Most tennis professionals advocate the use of a western or semi-western grip instead of the traditional eastern grip. The western grips are preferred because it is easier to generate topspin and maintain racket orientation at impact. One disadvantage of the western grip is that it is difficult for players to hit low bouncing balls.
Eastern grip The eastern grip is popular with beginners and is widely used with forehands because of its comfort. The grip can also be used to hit backhand, serves and volleys. Eastern grip steps:
Hold the racket in front of you in your left hand (or right hand if you’re a left-handed player). Rotate the racket so that the face (strings) of the racket is perpendicular to the ground. Lay the palm of your free hand flat on the face of the racket. Move your palm toward your body, down the shaft of the racket, until it hits the end of the handle. Wrap your fingers around the handle and space them slightly apart. Your thumb and forefinger should lie almost directly on top of the handle, forming a V that points toward your right shoulder (toward your left shoulder if you're left-handed). Your thumb should lie across the top of the handle.
Eastern Forehand Grip
There are key elements in hitting the forehand. At first, you consciously think about all those elements in the process of executing this stroke but after much practice, you just do them without thinking. They become built in just like when you drive a car. After a while, everything is being done automatically. Your forehand stroke go into autopilot.

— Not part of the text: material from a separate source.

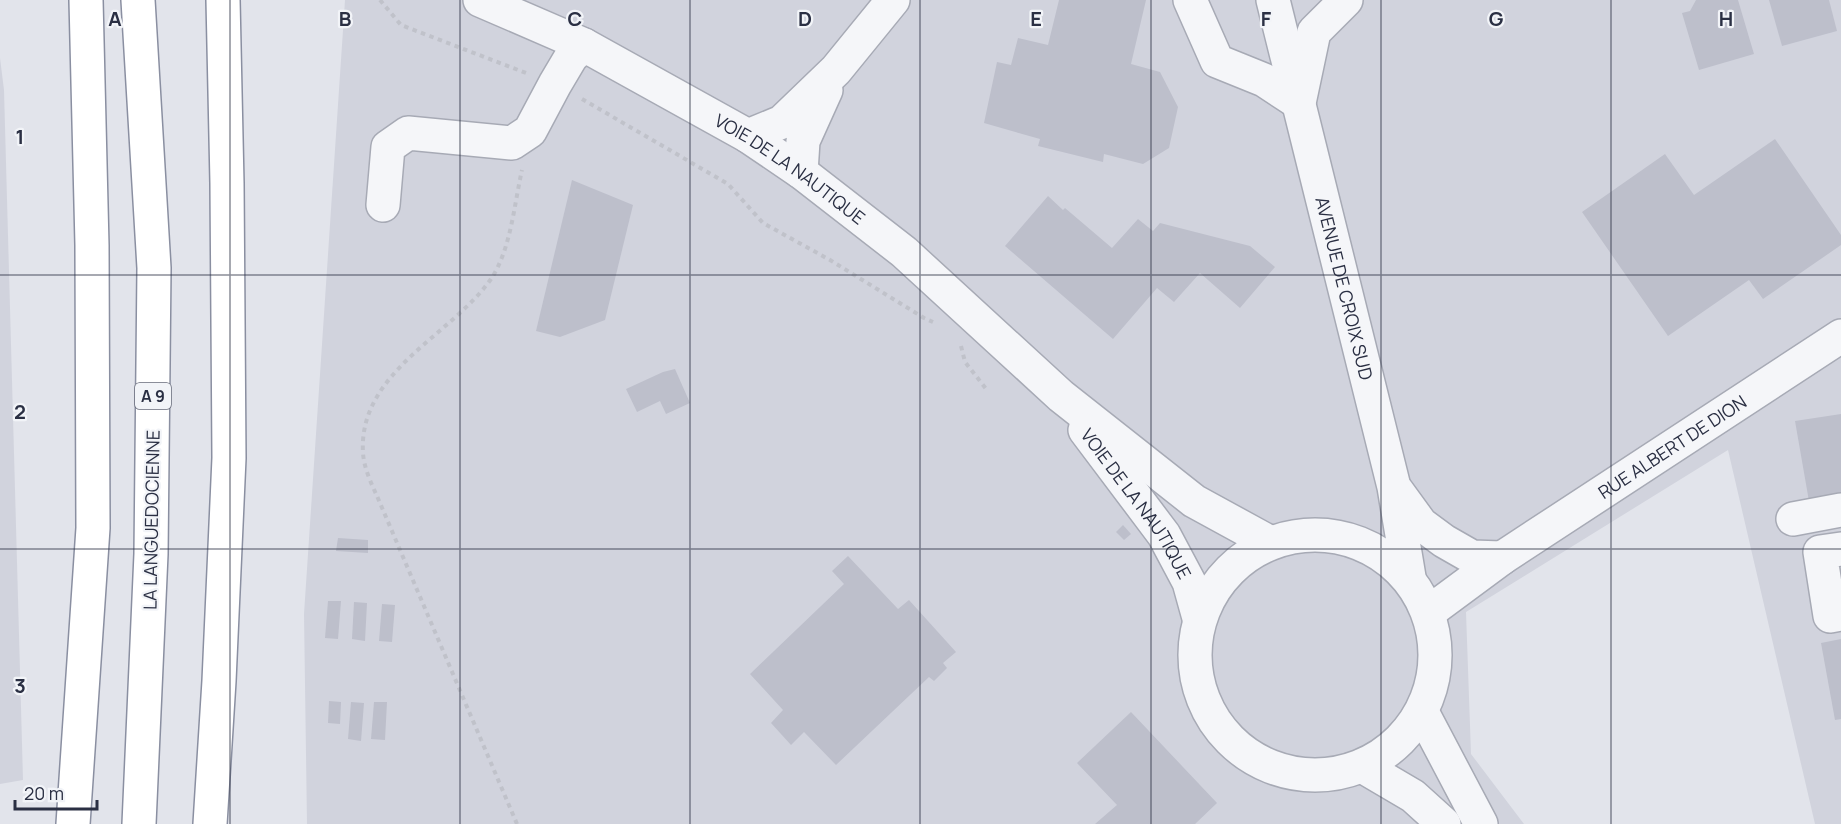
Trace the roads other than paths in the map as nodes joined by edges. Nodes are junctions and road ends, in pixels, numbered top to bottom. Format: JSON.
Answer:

A. Concentrate on the ball
Eye contact with the oncoming ball is essential to ensure your racquet and the ball make consistent, solid contact. When making a forehand, your eyes should follow the approaching ball the moment it leaves your opponent’s racquet. You keep your focus on the ball and by maintaining continuous eye contact, you will be able to judge the ball’s direction, speed, and angle of approach to decide what action(s) you will need to take in order to hit the ball squarely. If you can consistently get the ball to strike the center of your racquet (also called the ‘sweet spot’) you will be able to add more power to your swings without making any other changes. At this stage, the moment the ball leaves your opponent's racquet, you can pretty much gauge what to do next. Depending upon the speed of the ball, you either go forward if the ball is short, stay put if the ball is going to land where you are, or make backward steps if the ball is going past you. All of these decisions lead you to the next key element...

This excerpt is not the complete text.